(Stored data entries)
┏━━

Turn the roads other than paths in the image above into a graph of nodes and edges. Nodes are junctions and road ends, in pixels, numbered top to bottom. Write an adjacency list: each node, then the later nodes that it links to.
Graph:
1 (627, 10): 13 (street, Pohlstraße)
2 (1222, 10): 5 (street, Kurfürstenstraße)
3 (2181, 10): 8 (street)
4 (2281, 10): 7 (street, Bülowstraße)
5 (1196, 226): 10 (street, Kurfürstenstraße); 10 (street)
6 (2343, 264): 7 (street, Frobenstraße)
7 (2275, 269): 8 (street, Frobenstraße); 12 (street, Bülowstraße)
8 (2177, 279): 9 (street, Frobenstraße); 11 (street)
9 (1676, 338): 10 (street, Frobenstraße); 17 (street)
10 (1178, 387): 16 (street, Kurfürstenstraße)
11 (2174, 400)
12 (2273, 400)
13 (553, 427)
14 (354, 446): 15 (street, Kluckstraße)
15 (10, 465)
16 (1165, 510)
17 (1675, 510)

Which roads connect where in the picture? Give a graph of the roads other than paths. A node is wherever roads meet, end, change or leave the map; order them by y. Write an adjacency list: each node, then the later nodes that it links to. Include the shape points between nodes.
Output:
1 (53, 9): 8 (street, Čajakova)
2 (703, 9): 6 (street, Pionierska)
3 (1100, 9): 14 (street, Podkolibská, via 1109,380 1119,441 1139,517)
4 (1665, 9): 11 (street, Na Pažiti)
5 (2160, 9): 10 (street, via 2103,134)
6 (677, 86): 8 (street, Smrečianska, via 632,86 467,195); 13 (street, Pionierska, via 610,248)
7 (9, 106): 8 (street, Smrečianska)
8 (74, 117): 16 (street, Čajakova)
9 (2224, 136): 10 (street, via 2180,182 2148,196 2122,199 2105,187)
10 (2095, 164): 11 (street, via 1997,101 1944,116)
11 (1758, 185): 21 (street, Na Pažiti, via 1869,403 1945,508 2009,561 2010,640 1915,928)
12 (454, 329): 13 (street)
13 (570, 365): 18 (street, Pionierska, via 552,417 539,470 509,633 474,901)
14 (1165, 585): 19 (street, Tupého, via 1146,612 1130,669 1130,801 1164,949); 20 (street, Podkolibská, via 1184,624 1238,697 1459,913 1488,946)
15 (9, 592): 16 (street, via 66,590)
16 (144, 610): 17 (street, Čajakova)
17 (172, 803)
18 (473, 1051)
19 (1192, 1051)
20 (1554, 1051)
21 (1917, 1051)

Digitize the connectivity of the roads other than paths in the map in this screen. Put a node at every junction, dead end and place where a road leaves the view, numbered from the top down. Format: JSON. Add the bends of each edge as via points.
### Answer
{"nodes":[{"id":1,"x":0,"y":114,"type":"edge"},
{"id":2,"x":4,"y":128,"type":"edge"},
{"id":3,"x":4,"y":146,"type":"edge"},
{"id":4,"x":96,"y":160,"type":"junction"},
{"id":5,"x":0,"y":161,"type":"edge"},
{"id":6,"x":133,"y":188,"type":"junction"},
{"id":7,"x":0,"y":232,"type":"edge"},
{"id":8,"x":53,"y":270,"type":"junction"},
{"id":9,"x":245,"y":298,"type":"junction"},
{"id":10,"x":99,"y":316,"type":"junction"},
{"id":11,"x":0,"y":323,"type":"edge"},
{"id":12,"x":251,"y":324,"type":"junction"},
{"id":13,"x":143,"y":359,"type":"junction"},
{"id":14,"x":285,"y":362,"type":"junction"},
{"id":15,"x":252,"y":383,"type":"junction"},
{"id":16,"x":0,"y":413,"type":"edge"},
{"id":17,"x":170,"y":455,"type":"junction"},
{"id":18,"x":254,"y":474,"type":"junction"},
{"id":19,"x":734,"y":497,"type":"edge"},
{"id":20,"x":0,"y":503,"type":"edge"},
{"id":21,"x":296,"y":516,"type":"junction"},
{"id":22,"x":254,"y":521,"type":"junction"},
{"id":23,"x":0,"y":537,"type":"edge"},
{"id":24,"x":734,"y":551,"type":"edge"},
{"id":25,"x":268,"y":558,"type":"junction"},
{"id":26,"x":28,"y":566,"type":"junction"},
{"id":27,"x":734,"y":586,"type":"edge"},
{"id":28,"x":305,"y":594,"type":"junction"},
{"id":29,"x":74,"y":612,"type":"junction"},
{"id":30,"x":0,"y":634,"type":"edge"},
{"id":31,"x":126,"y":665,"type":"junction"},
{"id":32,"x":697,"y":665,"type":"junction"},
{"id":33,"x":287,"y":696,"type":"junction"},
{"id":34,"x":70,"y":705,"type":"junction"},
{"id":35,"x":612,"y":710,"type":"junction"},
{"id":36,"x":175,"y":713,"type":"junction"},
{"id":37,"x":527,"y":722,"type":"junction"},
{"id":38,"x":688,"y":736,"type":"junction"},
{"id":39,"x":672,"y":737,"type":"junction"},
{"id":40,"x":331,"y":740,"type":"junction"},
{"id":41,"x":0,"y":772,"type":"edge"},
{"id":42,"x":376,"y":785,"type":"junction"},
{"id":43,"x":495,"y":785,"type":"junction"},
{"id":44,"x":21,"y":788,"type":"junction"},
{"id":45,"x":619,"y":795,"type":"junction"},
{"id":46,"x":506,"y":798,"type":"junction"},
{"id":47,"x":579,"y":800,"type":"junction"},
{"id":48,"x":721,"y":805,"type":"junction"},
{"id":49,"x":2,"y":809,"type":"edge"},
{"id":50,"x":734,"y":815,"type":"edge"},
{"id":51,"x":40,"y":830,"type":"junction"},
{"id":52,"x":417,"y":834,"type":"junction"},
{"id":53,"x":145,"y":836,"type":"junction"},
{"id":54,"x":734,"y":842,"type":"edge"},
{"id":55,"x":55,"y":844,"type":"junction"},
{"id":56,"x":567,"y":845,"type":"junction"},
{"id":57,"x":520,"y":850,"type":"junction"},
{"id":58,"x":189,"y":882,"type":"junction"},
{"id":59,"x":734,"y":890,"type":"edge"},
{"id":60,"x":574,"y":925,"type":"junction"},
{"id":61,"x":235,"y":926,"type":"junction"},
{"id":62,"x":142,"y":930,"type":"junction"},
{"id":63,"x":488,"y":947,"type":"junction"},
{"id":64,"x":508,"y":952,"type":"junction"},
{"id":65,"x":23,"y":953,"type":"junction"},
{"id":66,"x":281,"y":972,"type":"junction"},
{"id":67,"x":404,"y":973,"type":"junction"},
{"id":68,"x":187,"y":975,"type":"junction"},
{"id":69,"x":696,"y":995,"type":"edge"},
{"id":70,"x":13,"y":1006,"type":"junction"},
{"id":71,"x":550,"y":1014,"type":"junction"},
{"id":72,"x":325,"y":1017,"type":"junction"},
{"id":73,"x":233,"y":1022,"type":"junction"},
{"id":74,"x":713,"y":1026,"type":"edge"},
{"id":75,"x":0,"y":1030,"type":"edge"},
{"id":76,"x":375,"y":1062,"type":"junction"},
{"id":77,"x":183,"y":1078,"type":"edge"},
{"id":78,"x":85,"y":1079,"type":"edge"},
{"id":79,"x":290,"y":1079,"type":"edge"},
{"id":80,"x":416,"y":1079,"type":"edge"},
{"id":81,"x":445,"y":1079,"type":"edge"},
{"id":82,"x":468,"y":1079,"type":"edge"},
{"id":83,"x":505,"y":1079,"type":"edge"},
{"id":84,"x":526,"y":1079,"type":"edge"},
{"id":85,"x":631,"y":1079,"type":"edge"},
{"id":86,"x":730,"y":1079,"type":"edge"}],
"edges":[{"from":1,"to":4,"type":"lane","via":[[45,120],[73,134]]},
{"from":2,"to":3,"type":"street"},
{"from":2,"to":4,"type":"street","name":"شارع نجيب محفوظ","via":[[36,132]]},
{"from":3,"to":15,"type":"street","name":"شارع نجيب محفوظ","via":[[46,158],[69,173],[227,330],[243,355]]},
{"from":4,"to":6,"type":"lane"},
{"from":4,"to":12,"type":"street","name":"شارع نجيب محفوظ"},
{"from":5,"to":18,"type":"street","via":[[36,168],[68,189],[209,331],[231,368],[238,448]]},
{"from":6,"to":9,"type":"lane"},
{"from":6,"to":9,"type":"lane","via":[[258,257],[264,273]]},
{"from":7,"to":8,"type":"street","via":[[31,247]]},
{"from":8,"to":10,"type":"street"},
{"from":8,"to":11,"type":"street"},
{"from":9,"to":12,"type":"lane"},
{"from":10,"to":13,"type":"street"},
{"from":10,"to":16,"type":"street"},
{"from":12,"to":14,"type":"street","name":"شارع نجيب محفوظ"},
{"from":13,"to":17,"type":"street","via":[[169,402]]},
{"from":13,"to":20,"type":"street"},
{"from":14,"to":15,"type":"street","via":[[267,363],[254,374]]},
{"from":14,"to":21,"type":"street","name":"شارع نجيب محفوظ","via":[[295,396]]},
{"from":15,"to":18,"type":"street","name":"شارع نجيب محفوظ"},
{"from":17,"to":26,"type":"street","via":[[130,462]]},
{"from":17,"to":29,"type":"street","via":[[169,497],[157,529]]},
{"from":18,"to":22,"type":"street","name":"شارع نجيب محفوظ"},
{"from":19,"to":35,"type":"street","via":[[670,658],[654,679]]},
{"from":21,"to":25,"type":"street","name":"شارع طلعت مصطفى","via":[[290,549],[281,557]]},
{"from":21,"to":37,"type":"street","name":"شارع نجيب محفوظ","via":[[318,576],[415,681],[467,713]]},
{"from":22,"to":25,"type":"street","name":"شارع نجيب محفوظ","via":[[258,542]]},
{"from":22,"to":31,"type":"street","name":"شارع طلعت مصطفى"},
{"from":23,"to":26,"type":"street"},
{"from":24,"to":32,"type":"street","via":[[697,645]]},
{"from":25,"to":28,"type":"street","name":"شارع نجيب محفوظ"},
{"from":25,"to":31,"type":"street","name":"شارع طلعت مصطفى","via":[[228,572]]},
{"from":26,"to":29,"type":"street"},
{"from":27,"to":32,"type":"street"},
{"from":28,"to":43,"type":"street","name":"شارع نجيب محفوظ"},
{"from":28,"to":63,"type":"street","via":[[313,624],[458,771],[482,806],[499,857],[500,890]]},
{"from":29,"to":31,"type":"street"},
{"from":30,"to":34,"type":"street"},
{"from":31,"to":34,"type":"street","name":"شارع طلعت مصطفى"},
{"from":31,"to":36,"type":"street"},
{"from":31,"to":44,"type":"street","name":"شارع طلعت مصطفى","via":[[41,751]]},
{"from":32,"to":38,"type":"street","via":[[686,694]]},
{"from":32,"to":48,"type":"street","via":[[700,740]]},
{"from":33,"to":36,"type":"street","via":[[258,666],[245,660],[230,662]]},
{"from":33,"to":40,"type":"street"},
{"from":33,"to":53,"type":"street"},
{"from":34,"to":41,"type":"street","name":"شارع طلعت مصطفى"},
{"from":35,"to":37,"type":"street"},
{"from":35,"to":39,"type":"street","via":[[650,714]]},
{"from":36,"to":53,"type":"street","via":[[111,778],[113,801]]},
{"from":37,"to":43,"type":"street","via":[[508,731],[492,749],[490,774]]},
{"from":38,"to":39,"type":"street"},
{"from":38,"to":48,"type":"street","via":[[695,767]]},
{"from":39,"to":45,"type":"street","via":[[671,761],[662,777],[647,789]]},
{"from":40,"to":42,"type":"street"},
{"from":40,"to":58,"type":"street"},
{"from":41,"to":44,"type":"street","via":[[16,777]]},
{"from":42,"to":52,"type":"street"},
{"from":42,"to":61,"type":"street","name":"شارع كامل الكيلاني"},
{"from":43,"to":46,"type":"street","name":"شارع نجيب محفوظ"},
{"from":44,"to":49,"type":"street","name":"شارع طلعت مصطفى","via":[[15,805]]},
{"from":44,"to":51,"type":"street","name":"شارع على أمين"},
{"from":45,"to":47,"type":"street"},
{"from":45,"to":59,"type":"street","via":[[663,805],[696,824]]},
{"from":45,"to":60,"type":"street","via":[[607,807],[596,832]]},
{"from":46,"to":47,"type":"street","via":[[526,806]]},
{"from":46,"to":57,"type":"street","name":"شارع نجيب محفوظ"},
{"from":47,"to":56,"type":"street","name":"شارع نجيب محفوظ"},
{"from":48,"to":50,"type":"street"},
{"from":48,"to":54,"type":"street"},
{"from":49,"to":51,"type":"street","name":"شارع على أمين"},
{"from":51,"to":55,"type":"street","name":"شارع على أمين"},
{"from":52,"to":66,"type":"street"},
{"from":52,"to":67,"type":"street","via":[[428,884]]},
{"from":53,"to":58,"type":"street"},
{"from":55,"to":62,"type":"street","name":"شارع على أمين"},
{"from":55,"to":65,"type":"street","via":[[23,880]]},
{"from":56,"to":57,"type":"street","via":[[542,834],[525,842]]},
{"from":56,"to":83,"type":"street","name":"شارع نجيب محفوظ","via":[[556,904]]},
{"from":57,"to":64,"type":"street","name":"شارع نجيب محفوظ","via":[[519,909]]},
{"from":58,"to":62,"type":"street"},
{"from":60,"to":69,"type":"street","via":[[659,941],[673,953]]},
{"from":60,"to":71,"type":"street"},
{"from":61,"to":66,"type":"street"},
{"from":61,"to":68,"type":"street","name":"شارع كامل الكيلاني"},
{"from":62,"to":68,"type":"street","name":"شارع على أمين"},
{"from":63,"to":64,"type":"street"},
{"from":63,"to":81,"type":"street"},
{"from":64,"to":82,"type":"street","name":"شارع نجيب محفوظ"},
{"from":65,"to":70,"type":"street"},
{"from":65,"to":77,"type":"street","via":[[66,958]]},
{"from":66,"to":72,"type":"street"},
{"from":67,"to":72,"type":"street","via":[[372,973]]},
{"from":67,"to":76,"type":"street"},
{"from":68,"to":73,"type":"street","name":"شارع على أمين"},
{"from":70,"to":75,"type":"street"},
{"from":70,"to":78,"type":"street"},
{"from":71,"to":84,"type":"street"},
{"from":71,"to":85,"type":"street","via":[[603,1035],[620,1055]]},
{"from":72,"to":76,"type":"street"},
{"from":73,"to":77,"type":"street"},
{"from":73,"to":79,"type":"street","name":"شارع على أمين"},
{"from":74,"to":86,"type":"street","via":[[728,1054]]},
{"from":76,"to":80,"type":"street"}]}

┗━━

Problem description: A line belongs in the answer if it contains the word "مصطفى"; copy every such line from the data above.

Output below:
{"from":21,"to":25,"type":"street","name":"شارع طلعت مصطفى","via":[[290,549],[281,557]]},
{"from":22,"to":31,"type":"street","name":"شارع طلعت مصطفى"},
{"from":25,"to":31,"type":"street","name":"شارع طلعت مصطفى","via":[[228,572]]},
{"from":31,"to":34,"type":"street","name":"شارع طلعت مصطفى"},
{"from":31,"to":44,"type":"street","name":"شارع طلعت مصطفى","via":[[41,751]]},
{"from":34,"to":41,"type":"street","name":"شارع طلعت مصطفى"},
{"from":44,"to":49,"type":"street","name":"شارع طلعت مصطفى","via":[[15,805]]},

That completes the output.